---------- The data ----------
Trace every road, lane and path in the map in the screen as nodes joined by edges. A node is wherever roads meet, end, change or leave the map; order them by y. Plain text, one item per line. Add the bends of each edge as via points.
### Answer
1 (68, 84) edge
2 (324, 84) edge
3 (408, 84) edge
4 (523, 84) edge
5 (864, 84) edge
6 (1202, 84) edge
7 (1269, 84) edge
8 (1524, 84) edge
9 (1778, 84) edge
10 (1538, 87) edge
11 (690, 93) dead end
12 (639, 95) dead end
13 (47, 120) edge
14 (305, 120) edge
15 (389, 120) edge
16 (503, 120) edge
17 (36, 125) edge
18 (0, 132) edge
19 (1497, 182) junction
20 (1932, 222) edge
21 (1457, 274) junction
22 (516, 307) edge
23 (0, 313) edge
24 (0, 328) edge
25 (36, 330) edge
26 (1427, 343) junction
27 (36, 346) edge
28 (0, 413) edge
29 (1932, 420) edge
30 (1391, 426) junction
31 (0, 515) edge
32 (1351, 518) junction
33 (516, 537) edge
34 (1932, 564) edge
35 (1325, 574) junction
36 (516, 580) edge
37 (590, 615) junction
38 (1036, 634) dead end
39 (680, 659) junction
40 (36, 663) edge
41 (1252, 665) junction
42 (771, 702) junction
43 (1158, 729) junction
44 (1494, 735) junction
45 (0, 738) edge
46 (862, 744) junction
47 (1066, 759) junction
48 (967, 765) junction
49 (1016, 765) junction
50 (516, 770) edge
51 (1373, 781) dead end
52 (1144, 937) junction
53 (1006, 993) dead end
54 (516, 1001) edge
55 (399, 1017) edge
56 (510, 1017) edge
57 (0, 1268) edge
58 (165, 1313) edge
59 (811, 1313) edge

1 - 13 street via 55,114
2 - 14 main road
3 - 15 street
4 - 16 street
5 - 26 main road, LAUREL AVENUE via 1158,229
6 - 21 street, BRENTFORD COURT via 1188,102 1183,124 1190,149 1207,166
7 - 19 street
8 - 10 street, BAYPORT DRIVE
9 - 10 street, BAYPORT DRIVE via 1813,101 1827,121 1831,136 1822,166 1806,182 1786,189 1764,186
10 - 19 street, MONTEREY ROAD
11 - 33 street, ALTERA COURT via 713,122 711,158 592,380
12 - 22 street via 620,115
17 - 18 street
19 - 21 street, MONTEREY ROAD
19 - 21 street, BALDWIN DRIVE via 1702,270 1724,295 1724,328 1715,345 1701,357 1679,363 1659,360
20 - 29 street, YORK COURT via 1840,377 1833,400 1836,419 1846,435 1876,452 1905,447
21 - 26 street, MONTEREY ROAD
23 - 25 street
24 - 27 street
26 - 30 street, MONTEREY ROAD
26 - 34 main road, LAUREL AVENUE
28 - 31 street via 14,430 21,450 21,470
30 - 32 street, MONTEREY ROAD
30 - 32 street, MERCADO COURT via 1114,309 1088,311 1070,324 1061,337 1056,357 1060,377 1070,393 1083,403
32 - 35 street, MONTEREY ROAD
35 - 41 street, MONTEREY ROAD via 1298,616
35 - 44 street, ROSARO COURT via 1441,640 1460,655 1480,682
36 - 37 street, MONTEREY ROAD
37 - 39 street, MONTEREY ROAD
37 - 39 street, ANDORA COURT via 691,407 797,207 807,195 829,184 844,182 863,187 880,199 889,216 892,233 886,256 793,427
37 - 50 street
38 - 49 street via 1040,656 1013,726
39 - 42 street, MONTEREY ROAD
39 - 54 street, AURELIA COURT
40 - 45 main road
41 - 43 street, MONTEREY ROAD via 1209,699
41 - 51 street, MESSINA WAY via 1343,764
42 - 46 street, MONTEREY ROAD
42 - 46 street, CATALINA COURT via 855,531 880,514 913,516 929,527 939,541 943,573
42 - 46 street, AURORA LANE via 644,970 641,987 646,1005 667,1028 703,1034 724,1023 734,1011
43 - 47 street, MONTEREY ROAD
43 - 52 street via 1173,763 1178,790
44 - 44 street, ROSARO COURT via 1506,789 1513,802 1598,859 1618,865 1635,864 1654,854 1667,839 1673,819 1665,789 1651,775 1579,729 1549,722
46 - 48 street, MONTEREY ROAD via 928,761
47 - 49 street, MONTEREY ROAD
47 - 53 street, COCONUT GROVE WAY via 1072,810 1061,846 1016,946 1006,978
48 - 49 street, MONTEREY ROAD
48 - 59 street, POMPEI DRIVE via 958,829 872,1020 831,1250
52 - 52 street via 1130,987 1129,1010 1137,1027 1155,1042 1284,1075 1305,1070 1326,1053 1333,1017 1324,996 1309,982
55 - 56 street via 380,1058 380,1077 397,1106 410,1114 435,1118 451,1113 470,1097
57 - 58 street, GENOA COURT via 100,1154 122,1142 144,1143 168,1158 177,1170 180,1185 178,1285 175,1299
----------
---------- The data ----------
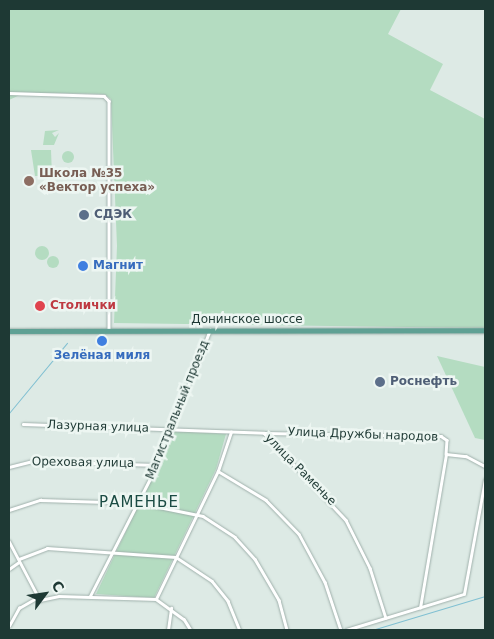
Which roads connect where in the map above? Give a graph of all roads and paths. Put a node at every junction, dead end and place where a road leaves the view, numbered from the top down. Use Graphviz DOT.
----------
## Required work
Lines that include the word "every" are to be extracted from the data above.

## Response to the exercise
Trace every road, lane and path in the map in the screen as nodes joined by edges. A node is wherever roads meet, end, change or leave the map; order them by y. Plain text, one item per line. Add the bends of each edge as via points.
Which roads connect where in the map above? Give a graph of all roads and paths. Put a node at every junction, dead end and place where a road leaves the view, numbered from the top down. Use Graphviz DOT.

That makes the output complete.